Pargana (, , , ) or parganah, also spelt pergunnah during the time of the Sultanate period, Mughal times and British Raj, is a former administrative unit of the Indian subcontinent and each parganas may or may not be subdivided into pirs. Those revenue units are used primarily, but not exclusively, by the Muslim kingdoms. After independence the Parganas became equivalent to Block/ Tahsil and Pirs became Grampanchayat.

Parganas were introduced by the Delhi Sultanate. As a revenue unit, a pargana consists of several mouzas, which are the smallest revenue units, consisting of one or more villages and the surrounding countryside.

Under the reign of Sher Shah Suri, administration of parganas was strengthened by the addition of other officers, including a shiqdar (police chief), an amin or munsif (an arbitrator who assessed and collected revenue) and a karkun (record keeper).

Mughal era
In the 16th century the Mughal emperor Akbar organised the empire into subahs (roughly equivalent of state or province), which were further subdivided into sarkars (roughly the equivalent of districts), which were themselves organised into parganas (roughly the equivalent of district subdivisions such as tehsil).

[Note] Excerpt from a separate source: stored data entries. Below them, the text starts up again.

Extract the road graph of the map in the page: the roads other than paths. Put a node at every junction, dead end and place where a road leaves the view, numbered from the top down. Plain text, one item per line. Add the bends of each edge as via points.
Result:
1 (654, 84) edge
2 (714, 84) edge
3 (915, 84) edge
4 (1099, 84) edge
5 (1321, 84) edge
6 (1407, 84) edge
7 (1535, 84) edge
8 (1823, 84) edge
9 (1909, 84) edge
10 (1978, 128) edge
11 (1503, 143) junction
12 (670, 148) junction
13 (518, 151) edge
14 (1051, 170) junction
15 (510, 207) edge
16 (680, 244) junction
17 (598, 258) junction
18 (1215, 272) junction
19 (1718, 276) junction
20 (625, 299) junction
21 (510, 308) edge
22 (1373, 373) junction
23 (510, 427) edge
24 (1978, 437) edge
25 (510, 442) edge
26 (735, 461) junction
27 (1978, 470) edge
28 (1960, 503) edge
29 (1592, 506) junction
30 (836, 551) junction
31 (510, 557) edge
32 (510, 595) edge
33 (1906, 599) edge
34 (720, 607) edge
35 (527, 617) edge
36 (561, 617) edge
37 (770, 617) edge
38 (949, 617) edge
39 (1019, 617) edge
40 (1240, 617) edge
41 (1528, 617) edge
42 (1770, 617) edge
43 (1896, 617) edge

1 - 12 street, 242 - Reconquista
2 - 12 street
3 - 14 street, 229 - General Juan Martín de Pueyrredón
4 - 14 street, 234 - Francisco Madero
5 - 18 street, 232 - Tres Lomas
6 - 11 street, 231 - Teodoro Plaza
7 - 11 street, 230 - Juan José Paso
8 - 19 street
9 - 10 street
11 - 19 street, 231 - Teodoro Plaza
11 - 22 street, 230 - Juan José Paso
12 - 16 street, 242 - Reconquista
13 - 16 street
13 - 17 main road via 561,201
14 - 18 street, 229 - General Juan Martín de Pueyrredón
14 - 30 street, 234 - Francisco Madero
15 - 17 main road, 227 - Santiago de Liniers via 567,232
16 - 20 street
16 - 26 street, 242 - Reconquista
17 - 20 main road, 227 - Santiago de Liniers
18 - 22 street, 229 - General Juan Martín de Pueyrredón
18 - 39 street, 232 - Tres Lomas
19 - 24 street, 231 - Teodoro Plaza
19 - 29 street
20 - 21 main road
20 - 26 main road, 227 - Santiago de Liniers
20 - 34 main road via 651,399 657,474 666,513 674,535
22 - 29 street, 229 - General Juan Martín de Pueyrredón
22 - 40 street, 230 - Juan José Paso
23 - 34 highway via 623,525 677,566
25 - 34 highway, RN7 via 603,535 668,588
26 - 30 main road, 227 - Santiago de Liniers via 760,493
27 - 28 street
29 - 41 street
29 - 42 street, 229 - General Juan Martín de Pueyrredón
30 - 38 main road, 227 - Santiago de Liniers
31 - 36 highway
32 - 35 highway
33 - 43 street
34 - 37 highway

In the Mughal system, parganas served as the local administrative units of a sarkar. Individual parganas observed common customs regarding land rights and responsibilities, which were known as the pargana dastur, and each pargana had its own customs regarding rent, fees, wages, and weights and measures, known as the pargana nirikh.

Pargana consisted of several tarafs, which in their turn consisted of several villages plus some uninhabited mountain and forest land.

British Raj
As the British expanded into former Mughal provinces, starting with Bengal, they at first retained the pargana administration, but, under the Governorship of Charles Cornwallis, enacted the Permanent Settlement of 1793, which abolished the pargana system in favour of the zamindari system, in which zamindars were made the absolute owners of rural lands, and abolished the pargana dastur and pargana nirikh. British administration consisted of districts, which were divided into tehsils or taluks. Parganas remained important as a geographical term, persisting in land surveys, village identification and court decrees.

Post independence
The pargana system persisted in several princely states, including Tonk and Gwalior. Parganas disappeared almost completely after the independence of India and Pakistan in 1947, although the term lives on in place names, like the districts of North 24 Parganas and South 24 Parganas in India's West Bengal state.

See also
 List of parganas of Uttarakhand

Notes

References 
 Hunter, William Wilson, Sir, et al. (1908). Imperial Gazetteer of India, Volume 12. 1908–1931; Clarendon Press, Oxford.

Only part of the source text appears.